(Stored data entries)
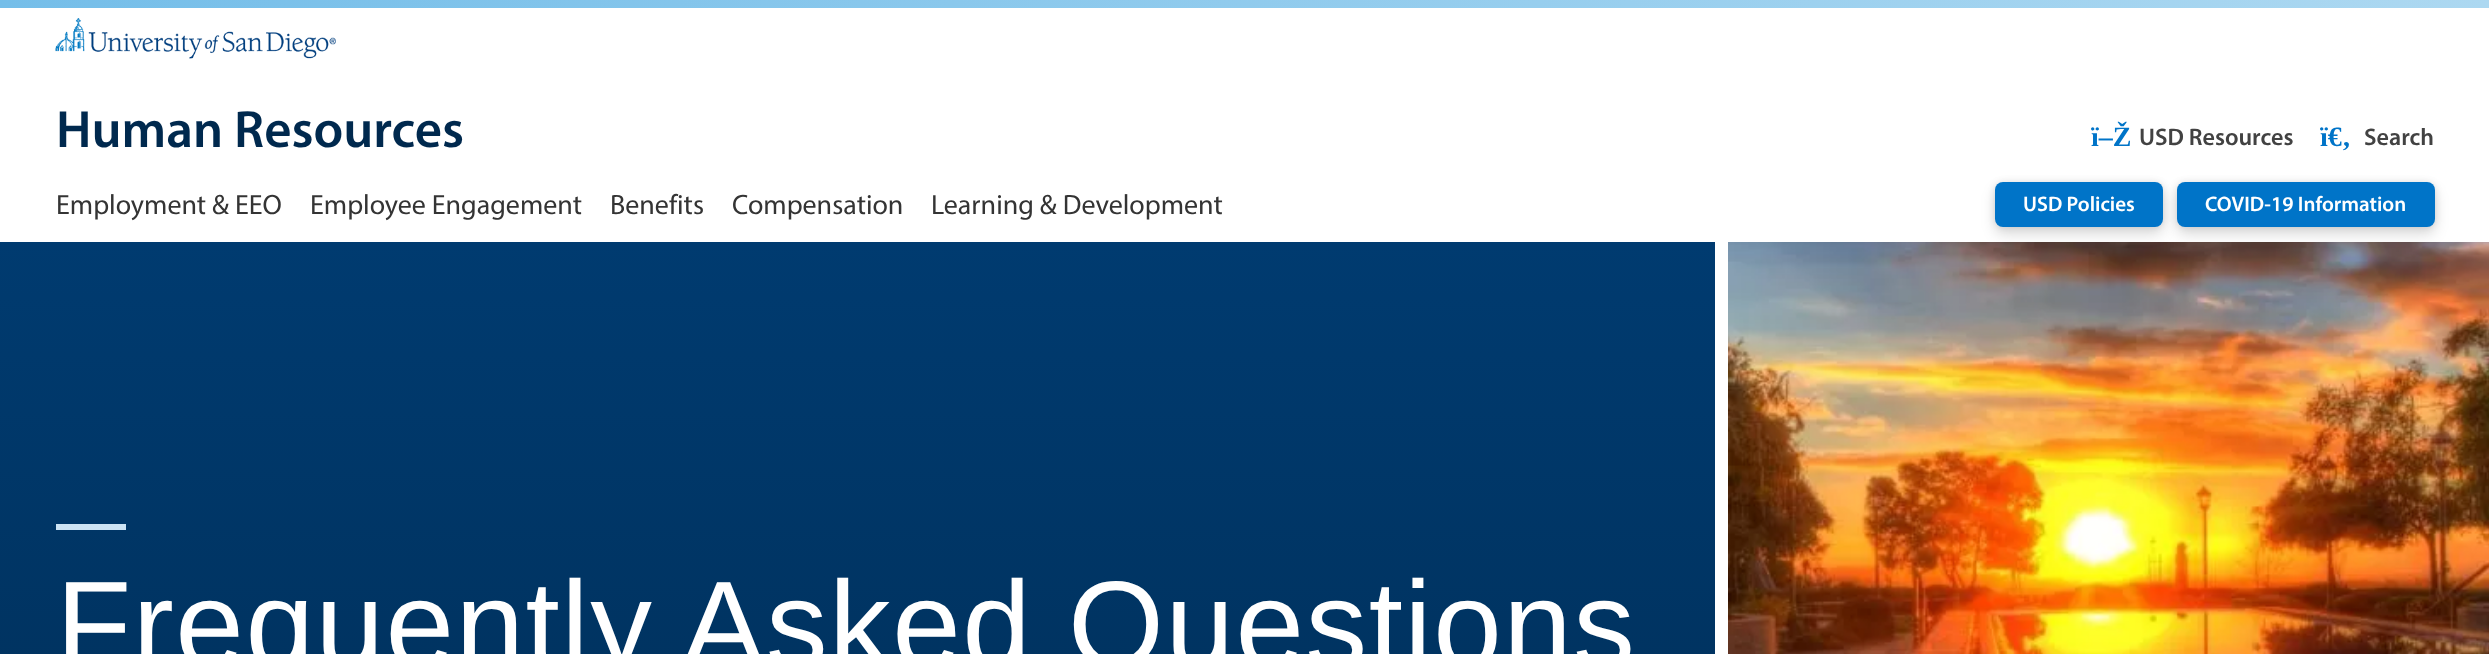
<!DOCTYPE html>
<meta charset="utf-8">
<style>body { margin: 0 } canvas { display: block }</style>
<canvas id="canvas" width="2489" height="654"></canvas>
<script type="module">
  const canvas = document.getElementById("canvas");
  const g = canvas.getContext("2d");
  g.miterLimit = 4;
  g.fontKerning = "normal";
  function drawText(s, x, y, [font, color]) {
    g.font = font;
    g.fillStyle = color;
    g.fillText(s, x, y);
  }
  function fillBox(x, y, w, h, color) {
    g.fillStyle = color;
    g.fillRect(x, y, w, h);
  }
  function fillRounded(x, y, w, h, r, color) {
    g.fillStyle = color;
    g.beginPath();
    g.roundRect(x, y, w, h, r);
    g.fill();
  }
  async function drawPicture(src, x, y, w, h) {
    const img = new Image();
    img.src = src;
    await img.decode();
    g.drawImage(img, x, y, w, h);
  }
  let gradient;

  const s1 = ["600 52.75px Myriad", "#00294E"];
  const s2 = ["bold 28px Liberation Serif", "#0074C8"];
  const s3 = ["600 24px Myriad", "#424242"];
  const s4 = ["28px Myriad", "#343434"];
  const s5 = ["600 21px Myriad", "#FFFFFF"];
  const s6 = ["123.25px Liberation Sans", "#FFFFFF"];

  fillBox(0, 0, 2489, 654, "#FFFFFF");
  gradient = g.createLinearGradient(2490, 3.8, 0, 3.7);
  gradient.addColorStop(0, "#ACD8F1");
  gradient.addColorStop(1, "#75BEE9");
  g.fillStyle = gradient;
  g.fillRect(0, 0, 2489, 8);
  await drawPicture("pic1.png", 55, 18, 281, 41);
  drawText("Human Resources", 56, 147, s1);
  drawText("ï–Ž", 2091, 146, s2);
  drawText("USD Resources", 2139, 145, s3);
  drawText("ï€‚", 2320, 146, s2);
  drawText("Search", 2364, 145, s3);
  drawText("Employment & EEO", 56, 214, s4);
  drawText("Employee Engagement", 310, 214, s4);
  drawText("Benefits", 610, 214, s4);
  drawText("Compensation", 732, 214, s4);
  drawText("Learning & Development", 931, 214, s4);
  await drawPicture("pic2.png", 1728, 242, 761, 412);
  g.fillStyle = "rgba(0, 0, 0, 0.15)";
  g.filter = "blur(7px)";
  g.beginPath();
  g.roundRect(1995, 189, 168, 45, 8);
  g.fill();
  g.filter = "none";
  g.fillStyle = "rgba(0, 0, 0, 0.1)";
  g.filter = "blur(3.5px)";
  g.beginPath();
  g.roundRect(1995, 182, 168, 45, 8);
  g.fill();
  g.filter = "none";
  fillRounded(1995, 182, 168, 45, 8, "#0074C8");
  drawText("USD Policies", 2023, 211, s5);
  g.fillStyle = "rgba(0, 0, 0, 0.15)";
  g.filter = "blur(7px)";
  g.beginPath();
  g.roundRect(2177, 189, 258, 45, 8);
  g.fill();
  g.filter = "none";
  g.fillStyle = "rgba(0, 0, 0, 0.1)";
  g.filter = "blur(3.5px)";
  g.beginPath();
  g.roundRect(2177, 182, 258, 45, 8);
  g.fill();
  g.filter = "none";
  fillRounded(2177, 182, 258, 45, 8, "#0074C8");
  drawText("COVID-19 Information", 2205, 211, s5);
  gradient = g.createLinearGradient(857, 241, 857, 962);
  gradient.addColorStop(0, "#003B70");
  gradient.addColorStop(1, "#002E57");
  g.fillStyle = gradient;
  g.fillRect(0, 242, 1715, 412);
  fillBox(56, 524, 70, 6, "#CCE3F4");
  g.letterSpacing = "1.5px";
  drawText("Frequently Asked Questions", 56, 667, s6);
</script>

Prompt:
Find "gradient" in the data above. Report each line where it appears.

Output for this exercise:
  let gradient;
  gradient = g.createLinearGradient(2490, 3.8, 0, 3.7);
  gradient.addColorStop(0, "#ACD8F1");
  gradient.addColorStop(1, "#75BEE9");
  g.fillStyle = gradient;
  gradient = g.createLinearGradient(857, 241, 857, 962);
  gradient.addColorStop(0, "#003B70");
  gradient.addColorStop(1, "#002E57");
  g.fillStyle = gradient;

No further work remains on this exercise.